# guilty pleasure food/music



## bughut (Aug 18, 2007)

What do you love to eat that you woudnt want folk to know you were delving into ie. grubby,processed junk. 
And music :- Is there a really naff tune out there you wouldnt want anyone to know you were into. ie you're a real heavy metal fan, but you love the Carpenters:blush:


----------



## andyg (Aug 27, 2007)

I'd prefer if the only Carpenters I heard were people sawing wood and hammering. :lol: My stepson loves their music and it drives me insane if I have to put up with it a 2nd time around.


----------



## andyg (Aug 27, 2007)

George Benson, Acoustic Alchemy, Al Jarreau yeah!


----------



## bughut (Aug 18, 2007)

sounds good to me


----------



## dc sunshine (Feb 26, 2007)

Soundtrack from the Rocky Horror Picture Show

Shall we Dance? from The King and I (musical movie with Yul Brenner)

Anyone else like the old tv musicals?

Umm...a real embarassing one....Puff the Magic Dragon <LOL>
(Don't ask me why)


----------



## andyg (Aug 27, 2007)

Rocky Horror brings back bad memories.

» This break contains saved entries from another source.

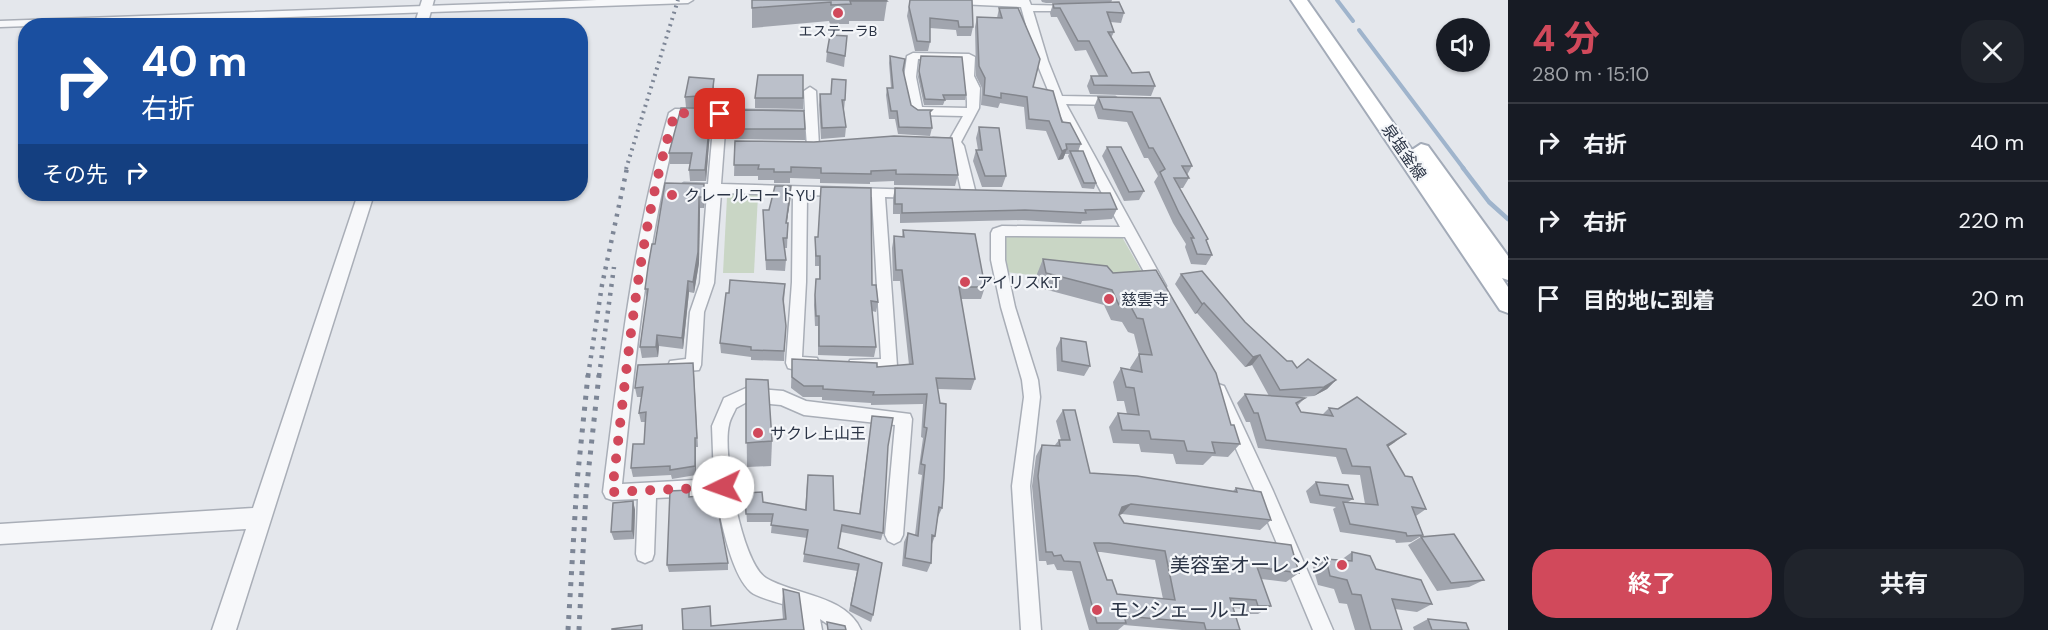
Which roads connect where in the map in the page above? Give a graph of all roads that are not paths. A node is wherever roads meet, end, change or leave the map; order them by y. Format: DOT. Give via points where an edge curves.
graph roads {
  1 [pos="688,0"];
  2 [pos="937,0"];
  3 [pos="1299,0"];
  4 [pos="1313,0"];
  5 [pos="427,4"];
  6 [pos="1025,4"];
  7 [pos="1080,8"];
  8 [pos="128,18"];
  9 [pos="18,23"];
  10 [pos="0,24"];
  11 [pos="810,91"];
  12 [pos="1058,100"];
  13 [pos="1123,101"];
  14 [pos="970,112"];
  15 [pos="720,114"];
  16 [pos="812,115"];
  17 [pos="921,141"];
  18 [pos="954,143"];
  19 [pos="812,146"];
  20 [pos="655,187"];
  21 [pos="714,189"];
  22 [pos="800,190"];
  23 [pos="878,192"];
  24 [pos="924,193"];
  25 [pos="969,194"];
  26 [pos="364,201"];
  27 [pos="1129,232"];
  28 [pos="1480,249"];
  29 [pos="1508,272"];
  30 [pos="1508,292"];
  31 [pos="1168,302"];
  32 [pos="1508,304"];
  33 [pos="660,366"];
  34 [pos="1211,378"];
  35 [pos="723,487"];
  36 [pos="646,491"];
  37 [pos="261,518"];
  38 [pos="0,534"];
  39 [pos="894,535"];
  40 [pos="1263,541"];
  41 [pos="1287,544"];
  42 [pos="645,555"];
  43 [pos="809,603"];
  44 [pos="224,630"];
  45 [pos="812,630"];
  46 [pos="851,630"];
  47 [pos="1031,630"];
  48 [pos="1323,630"];
  1 -- 5 [label="street"];
  2 -- 6 [label="street"];
  3 -- 28 [label="main road, 泉塩釜線"];
  4 -- 28 [label="main road, 泉塩釜線" via="1424,154 1436,185"];
  5 -- 8 [label="street"];
  6 -- 7 [label="street"];
  6 -- 12 [label="street"];
  9 -- 10 [label="street"];
  11 -- 16 [label="street"];
  12 -- 13 [label="street"];
  12 -- 27 [label="street" via="1104,196"];
  14 -- 14 [label="street" via="974,88 968,76 969,57 913,56 910,77 917,111"];
  14 -- 18 [label="street"];
  15 -- 16 [label="street"];
  15 -- 20 [label="street" via="675,113"];
  15 -- 21 [label="street" via="723,145"];
  16 -- 19 [label="street"];
  17 -- 18 [label="street"];
  18 -- 25 [label="street"];
  20 -- 21 [label="street"];
  20 -- 36 [label="street" via="636,290 633,367 612,492"];
  21 -- 22 [label="street"];
  21 -- 33 [label="street" via="707,283 697,312 693,365"];
  22 -- 23 [label="street"];
  22 -- 23 [label="street" via="794,363 889,366"];
  23 -- 24 [label="street"];
  26 -- 37 [label="street"];
  27 -- 31 [label="street"];
  27 -- 47 [label="street" via="998,233 998,260 1032,397 1020,486"];
  28 -- 29 [label="main road, 泉塩釜線"];
  28 -- 30 [label="main road"];
  28 -- 32 [label="main road, 泉塩釜線"];
  34 -- 41 [label="street"];
  35 -- 36 [label="street"];
  35 -- 39 [label="street" via="720,426 730,403 746,394 783,398 804,408 904,419"];
  35 -- 43 [label="street" via="733,538 758,585"];
  36 -- 42 [label="street"];
  37 -- 38 [label="street"];
  37 -- 44 [label="street"];
  40 -- 41 [label="street"];
  41 -- 48 [label="street"];
  43 -- 45 [label="street"];
  43 -- 46 [label="street" via="834,615"];
}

My gf's roommate in college loved it. And all Kim and I wanted was some quiet time away from it


----------



## catheyj (Sep 16, 2007)

Grease and Xanadu Soundtrack.. 

We go together like ramma lamma lamma......


----------



## mezzaluna (Aug 29, 2000)

So far people aren't taking the bait on the food side of this thread, so I'll be the first. I love electric-orange Cheetos, especially the fiery (hot and spicy) ones! 

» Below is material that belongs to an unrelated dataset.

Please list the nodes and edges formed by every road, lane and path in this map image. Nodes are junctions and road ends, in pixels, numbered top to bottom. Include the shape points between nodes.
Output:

As for music, I'd have to say the sound track from "Singing in the Rain"- especially the one about "Moses Supposes His Toeses Are Roses".


----------



## catheyj (Sep 16, 2007)

Reeses peanut butter cups and an ice cold Dr. Pepper!


----------



## chrose (Nov 20, 2000)

Hey! That's where that came from?!? 

That was a challenge in a drinking game I had a long, long time ago! And I still remember it to this day! "Moses supposes his toeses are roses, but Moses supposes erroneously. For nobodies toeses are posies of roses as Moses supposes his toes to be!:crazy::beer:


----------



## botanique (Mar 23, 2005)

German nougat bar or a jar of nutella with strawberries, bottle of champagne, Pachabel's cannon....

OR

An extrodinarily greasy pepperoni pizza, a truly dirty martini followed by a bottle of Montrachet, and Melissa Ethridge cranked! :bounce: (oh my, did I just say that out loud? ;-)


----------



## detroitcook (Sep 23, 2007)

Food: salt and vinegar pork rinds splashed with franks red hot or the ever popular little debbie nutty buddy


Music: Soundtrack the pirates of penzance or anything by the corrs


----------



## shroomgirl (Aug 11, 2000)

As shocking as this may read, I enjoy White Castle dbl jalepino cheeseburgers.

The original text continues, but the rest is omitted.